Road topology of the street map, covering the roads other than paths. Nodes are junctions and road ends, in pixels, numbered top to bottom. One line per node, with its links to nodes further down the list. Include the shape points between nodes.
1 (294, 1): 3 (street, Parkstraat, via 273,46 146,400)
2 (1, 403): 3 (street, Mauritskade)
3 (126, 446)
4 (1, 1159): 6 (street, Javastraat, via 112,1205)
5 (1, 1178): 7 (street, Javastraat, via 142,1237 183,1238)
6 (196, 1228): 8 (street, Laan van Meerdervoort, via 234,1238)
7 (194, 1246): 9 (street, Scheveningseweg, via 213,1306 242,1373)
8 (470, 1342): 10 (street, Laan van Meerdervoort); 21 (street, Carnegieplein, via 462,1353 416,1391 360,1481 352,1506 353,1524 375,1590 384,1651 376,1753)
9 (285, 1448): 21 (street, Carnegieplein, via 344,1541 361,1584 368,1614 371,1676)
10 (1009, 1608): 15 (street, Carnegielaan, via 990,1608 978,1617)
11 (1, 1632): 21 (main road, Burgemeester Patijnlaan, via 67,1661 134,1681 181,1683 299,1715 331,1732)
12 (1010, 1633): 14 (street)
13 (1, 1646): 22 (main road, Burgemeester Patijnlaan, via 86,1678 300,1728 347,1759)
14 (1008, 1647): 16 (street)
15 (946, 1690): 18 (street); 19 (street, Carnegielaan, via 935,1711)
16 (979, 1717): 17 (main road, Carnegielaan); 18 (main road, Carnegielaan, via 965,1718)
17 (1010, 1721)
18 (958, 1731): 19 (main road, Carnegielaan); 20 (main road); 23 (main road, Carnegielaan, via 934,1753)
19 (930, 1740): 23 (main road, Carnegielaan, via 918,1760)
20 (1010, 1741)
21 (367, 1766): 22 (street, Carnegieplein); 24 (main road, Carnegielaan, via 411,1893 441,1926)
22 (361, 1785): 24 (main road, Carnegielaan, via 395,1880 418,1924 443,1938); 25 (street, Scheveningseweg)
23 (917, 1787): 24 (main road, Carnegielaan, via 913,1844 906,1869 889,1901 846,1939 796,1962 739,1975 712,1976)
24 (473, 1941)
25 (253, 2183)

========================================

▶ [Required action]:
Output all of the listing exactly as written.

▶ [Response]:
Road topology of the street map, covering the roads other than paths. Nodes are junctions and road ends, in pixels, numbered top to bottom. One line per node, with its links to nodes further down the list. Include the shape points between nodes.
1 (294, 1): 3 (street, Parkstraat, via 273,46 146,400)
2 (1, 403): 3 (street, Mauritskade)
3 (126, 446)
4 (1, 1159): 6 (street, Javastraat, via 112,1205)
5 (1, 1178): 7 (street, Javastraat, via 142,1237 183,1238)
6 (196, 1228): 8 (street, Laan van Meerdervoort, via 234,1238)
7 (194, 1246): 9 (street, Scheveningseweg, via 213,1306 242,1373)
8 (470, 1342): 10 (street, Laan van Meerdervoort); 21 (street, Carnegieplein, via 462,1353 416,1391 360,1481 352,1506 353,1524 375,1590 384,1651 376,1753)
9 (285, 1448): 21 (street, Carnegieplein, via 344,1541 361,1584 368,1614 371,1676)
10 (1009, 1608): 15 (street, Carnegielaan, via 990,1608 978,1617)
11 (1, 1632): 21 (main road, Burgemeester Patijnlaan, via 67,1661 134,1681 181,1683 299,1715 331,1732)
12 (1010, 1633): 14 (street)
13 (1, 1646): 22 (main road, Burgemeester Patijnlaan, via 86,1678 300,1728 347,1759)
14 (1008, 1647): 16 (street)
15 (946, 1690): 18 (street); 19 (street, Carnegielaan, via 935,1711)
16 (979, 1717): 17 (main road, Carnegielaan); 18 (main road, Carnegielaan, via 965,1718)
17 (1010, 1721)
18 (958, 1731): 19 (main road, Carnegielaan); 20 (main road); 23 (main road, Carnegielaan, via 934,1753)
19 (930, 1740): 23 (main road, Carnegielaan, via 918,1760)
20 (1010, 1741)
21 (367, 1766): 22 (street, Carnegieplein); 24 (main road, Carnegielaan, via 411,1893 441,1926)
22 (361, 1785): 24 (main road, Carnegielaan, via 395,1880 418,1924 443,1938); 25 (street, Scheveningseweg)
23 (917, 1787): 24 (main road, Carnegielaan, via 913,1844 906,1869 889,1901 846,1939 796,1962 739,1975 712,1976)
24 (473, 1941)
25 (253, 2183)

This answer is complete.